An oh-so-true post by London creative agency, Sell! Sell! as to why 'unreasonable' client expectations are the fault of the agencies. The points they make are equally relevant to the design industry (or in fact any creative industry) so here it is, the most words I've ever posted:
Why Agencies Are Responsible For 'Unreasonable' Client Expectations
A smart salesman that I know once blew my mind with this simple statement:
We train clients to expect what they expect.
It's a simple truth.
Clients can ask for a campaign to be turned around in a day
or five different 'routes'
or a TV commercial to be made for way less than it should really take
or a photo shoot on a pittance
or for changes that make the work worse
or for excruciatingly small fees from the agency.
They can ask for what they want. It is a free world.
But it is only when agencies say yes to these things, only when agencies and agency staff are complicit, that these requests, and this behaviour, is given credibility.
Agreeing to do it endorses the request.
That is how clients have been trained to expect all of the unreasonable and harmful things that have become part and parcel of advertising for most people at most agencies.
It is because there are always enough agencies and people out there willing to say yes to the next unreasonable demand.
I'll be honest here - we spend an unbelievable amount of energy here at Sell! Towers managing the process of not agreeing to the kinds of things listed above. It's the harder road. It's much easier in the short term to say yes.
And we know that many agencies out there are saying yes.
But, we are honest with out clients about our high fees up front - and we know that some clients who wanted to work with us have walked away because of that - we can live with that.
It means the ones who work with us, value us.
We resist changes and amendments to work that we believe will make it less good, that takes a lot of managing and takes time, energy and skill to build relationships with clients strong and respectful enough for that to be possible, but we think it's worth it.
We don't work to piss-take schedules, we don't make people work weekends and through the night to meet them.
We don't take the piss out of suppliers by passing on unreasonable cost requests, or by hammering them unreasonably just because a job is a 'creative opportunity'.
We don't churn out work to meet a set number of routes, or as cannon fodder.

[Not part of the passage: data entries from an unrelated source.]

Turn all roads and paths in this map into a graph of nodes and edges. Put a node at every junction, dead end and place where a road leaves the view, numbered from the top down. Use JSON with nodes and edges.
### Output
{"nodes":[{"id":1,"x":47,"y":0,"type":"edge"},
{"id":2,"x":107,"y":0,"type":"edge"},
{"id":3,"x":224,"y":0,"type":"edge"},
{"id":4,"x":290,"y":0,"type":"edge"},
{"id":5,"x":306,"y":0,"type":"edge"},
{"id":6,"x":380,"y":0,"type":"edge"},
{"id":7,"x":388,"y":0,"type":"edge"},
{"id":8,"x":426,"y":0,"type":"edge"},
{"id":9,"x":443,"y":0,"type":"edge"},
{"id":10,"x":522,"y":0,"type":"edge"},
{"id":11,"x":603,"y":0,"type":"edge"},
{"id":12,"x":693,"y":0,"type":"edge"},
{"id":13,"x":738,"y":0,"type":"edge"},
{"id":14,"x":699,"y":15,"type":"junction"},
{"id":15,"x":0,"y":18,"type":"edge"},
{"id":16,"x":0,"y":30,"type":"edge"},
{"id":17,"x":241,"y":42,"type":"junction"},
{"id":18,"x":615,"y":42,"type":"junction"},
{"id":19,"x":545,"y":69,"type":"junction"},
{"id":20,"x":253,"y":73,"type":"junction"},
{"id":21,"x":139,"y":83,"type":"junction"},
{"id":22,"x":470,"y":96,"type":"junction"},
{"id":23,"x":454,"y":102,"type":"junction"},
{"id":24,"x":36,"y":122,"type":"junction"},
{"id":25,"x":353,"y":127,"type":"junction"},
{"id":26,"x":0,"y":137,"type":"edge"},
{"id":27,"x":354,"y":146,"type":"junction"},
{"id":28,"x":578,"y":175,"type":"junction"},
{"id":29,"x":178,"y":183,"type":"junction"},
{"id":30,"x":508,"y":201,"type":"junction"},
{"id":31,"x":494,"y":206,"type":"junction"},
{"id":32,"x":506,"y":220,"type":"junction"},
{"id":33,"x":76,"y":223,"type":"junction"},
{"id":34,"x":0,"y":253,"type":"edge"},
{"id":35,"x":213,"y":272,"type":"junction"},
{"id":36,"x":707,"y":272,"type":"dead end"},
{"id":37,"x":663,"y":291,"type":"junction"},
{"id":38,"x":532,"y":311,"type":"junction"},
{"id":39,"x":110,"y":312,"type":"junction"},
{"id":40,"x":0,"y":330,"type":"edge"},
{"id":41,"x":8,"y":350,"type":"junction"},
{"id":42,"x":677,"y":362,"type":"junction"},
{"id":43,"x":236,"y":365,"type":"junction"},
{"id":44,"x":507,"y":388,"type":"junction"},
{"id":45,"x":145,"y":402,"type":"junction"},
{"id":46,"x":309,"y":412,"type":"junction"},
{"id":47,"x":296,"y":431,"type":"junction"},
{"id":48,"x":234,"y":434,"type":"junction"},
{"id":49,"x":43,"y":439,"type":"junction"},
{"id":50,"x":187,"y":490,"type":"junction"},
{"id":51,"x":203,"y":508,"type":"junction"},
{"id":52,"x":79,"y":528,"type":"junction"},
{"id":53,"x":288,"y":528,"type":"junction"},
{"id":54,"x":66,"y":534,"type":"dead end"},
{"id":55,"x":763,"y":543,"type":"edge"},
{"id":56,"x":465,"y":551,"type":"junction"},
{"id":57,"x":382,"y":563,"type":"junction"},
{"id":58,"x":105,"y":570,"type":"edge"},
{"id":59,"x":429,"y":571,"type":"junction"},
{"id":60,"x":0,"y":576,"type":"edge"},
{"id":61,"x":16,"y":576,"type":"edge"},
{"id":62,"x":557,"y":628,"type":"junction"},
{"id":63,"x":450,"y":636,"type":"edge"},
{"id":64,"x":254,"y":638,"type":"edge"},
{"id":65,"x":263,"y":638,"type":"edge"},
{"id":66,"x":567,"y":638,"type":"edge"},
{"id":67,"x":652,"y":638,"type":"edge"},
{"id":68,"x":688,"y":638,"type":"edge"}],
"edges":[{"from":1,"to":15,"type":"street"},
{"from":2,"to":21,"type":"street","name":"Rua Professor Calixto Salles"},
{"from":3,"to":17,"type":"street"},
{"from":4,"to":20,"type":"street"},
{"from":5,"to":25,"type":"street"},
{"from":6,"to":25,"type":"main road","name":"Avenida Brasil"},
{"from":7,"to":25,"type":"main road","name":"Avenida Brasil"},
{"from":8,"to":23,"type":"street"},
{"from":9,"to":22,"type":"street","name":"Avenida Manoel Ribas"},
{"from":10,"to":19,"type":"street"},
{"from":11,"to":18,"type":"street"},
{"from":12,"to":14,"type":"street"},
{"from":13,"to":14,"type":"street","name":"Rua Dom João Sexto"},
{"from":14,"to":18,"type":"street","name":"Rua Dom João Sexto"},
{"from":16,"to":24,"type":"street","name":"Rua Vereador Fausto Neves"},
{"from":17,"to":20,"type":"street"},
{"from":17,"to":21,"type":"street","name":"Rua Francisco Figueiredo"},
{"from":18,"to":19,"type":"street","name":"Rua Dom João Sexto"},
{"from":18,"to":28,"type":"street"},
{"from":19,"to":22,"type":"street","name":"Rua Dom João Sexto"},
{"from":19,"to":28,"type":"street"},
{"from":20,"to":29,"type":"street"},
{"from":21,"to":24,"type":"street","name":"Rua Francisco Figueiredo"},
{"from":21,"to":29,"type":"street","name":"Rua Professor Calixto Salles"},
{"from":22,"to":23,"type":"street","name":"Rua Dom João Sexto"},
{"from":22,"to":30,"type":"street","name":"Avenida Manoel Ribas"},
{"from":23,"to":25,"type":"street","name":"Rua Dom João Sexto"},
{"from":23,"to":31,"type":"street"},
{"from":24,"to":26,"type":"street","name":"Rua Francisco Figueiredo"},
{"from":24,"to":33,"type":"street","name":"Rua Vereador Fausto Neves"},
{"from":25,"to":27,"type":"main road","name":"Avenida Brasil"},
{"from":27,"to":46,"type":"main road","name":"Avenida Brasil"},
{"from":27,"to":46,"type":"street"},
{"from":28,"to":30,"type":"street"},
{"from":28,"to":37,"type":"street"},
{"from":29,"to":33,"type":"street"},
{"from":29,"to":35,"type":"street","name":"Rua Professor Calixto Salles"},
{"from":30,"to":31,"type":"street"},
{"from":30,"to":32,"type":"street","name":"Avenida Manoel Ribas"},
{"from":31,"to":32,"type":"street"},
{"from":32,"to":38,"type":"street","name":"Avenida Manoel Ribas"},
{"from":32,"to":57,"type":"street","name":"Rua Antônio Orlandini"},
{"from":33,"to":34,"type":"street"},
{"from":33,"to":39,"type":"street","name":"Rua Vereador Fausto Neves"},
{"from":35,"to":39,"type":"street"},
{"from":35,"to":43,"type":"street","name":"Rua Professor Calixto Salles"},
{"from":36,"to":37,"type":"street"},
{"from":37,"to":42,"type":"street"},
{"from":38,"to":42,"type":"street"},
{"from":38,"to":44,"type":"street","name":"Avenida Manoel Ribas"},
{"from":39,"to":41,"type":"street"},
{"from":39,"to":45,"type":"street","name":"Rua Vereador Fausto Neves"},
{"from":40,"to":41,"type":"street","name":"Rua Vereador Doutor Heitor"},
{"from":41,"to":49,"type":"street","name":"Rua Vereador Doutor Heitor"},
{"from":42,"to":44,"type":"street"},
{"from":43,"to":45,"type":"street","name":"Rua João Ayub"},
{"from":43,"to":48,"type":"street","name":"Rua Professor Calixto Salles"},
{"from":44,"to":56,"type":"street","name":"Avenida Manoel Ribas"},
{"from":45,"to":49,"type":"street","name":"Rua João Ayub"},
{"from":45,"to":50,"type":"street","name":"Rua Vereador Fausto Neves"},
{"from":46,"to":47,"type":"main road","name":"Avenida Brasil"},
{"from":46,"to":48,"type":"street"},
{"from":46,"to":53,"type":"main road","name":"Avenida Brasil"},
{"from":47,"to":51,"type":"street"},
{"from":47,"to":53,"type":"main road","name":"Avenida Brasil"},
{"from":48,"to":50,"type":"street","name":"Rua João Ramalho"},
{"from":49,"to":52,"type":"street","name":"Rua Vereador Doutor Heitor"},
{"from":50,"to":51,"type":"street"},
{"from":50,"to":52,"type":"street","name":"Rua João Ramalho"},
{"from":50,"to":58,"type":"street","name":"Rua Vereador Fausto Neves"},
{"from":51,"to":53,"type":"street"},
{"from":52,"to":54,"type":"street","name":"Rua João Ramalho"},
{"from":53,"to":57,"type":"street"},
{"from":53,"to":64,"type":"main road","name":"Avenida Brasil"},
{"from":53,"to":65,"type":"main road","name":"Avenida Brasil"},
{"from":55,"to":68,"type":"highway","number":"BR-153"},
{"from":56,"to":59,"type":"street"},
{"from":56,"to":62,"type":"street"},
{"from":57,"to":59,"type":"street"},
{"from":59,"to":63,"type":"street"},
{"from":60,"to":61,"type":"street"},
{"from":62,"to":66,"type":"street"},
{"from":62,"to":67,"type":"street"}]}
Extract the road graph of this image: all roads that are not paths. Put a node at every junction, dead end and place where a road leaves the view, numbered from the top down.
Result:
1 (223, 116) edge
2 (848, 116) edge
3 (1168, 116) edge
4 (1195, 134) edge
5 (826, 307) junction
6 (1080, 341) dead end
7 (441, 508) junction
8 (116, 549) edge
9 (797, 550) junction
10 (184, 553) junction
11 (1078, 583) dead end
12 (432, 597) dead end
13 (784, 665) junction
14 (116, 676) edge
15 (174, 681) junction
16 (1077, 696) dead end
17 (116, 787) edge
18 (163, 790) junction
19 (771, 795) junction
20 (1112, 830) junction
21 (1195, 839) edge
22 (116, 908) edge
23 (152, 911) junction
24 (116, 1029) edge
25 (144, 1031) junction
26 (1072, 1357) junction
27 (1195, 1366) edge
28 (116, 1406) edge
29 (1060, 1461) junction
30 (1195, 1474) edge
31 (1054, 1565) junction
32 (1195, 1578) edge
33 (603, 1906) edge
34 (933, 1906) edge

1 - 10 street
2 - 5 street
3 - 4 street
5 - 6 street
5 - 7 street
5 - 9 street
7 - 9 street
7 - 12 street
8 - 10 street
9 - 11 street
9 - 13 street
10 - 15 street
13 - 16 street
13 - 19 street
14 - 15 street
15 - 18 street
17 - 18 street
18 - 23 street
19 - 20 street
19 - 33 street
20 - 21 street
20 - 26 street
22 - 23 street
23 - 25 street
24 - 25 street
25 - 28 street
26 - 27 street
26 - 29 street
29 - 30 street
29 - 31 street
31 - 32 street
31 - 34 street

We only work on things that we think will be the solution.
In short, we do all of the things that we think it takes to be a creative agency of integrity, with standards and professionalism, and with respect for those we work with.
But it's becoming increasingly obvious that there are tons of agencies out there who will literally do whatever they're asked to gain or keep a piece of business.
On a level, it's understandable. The advertising market is massively over-supplied. This means that some people become increasingly desperate to win business.
Small agencies trying anything to compete.
Other kinds of businesses - like digital specialists, pr firms, and production companies - trying to get in on the advertising budgets.
And network agencies, pushed by pressure from afar to gain and retain clients at all costs.
They all have their reasons.
It's understandable, but it's not excusable.
And yes, we are lucky, because we are masters of our own destiny, so to speak. We can make these choices.
But we have made the choices not to become a lowest common denominator agency, not to compete on price, speed and how often we can say yes.
And the result is, we work with the kind of clients who value that. We have a great group of clients, but it takes a lot of work, and effort and time to build those relationships of trust and respect.
And it often seems like the number of clients who want an agency like that is reducing - so much so that these days we openly say that we're the "Creative agency for the 1%" of clients.
And we're okay with that.
It works for us.
But it's funny when you hear agency people complaining about clients' behaviour and expectations.
They blame it all on the client. Yet their own agency endorses those requests by agreeing to them.
The simple fact is, while there are enough agencies out there that will agree to the unreasonable, the unreasonable will always be expected.
If clients aren't made to realise the something is unreasonable, how are they expected to know that it's unreasonable?
No one made out it was unreasonable. They asked, and someone said yes.
Or in other words, as my friend rightly said: We train clients to expect what they expect.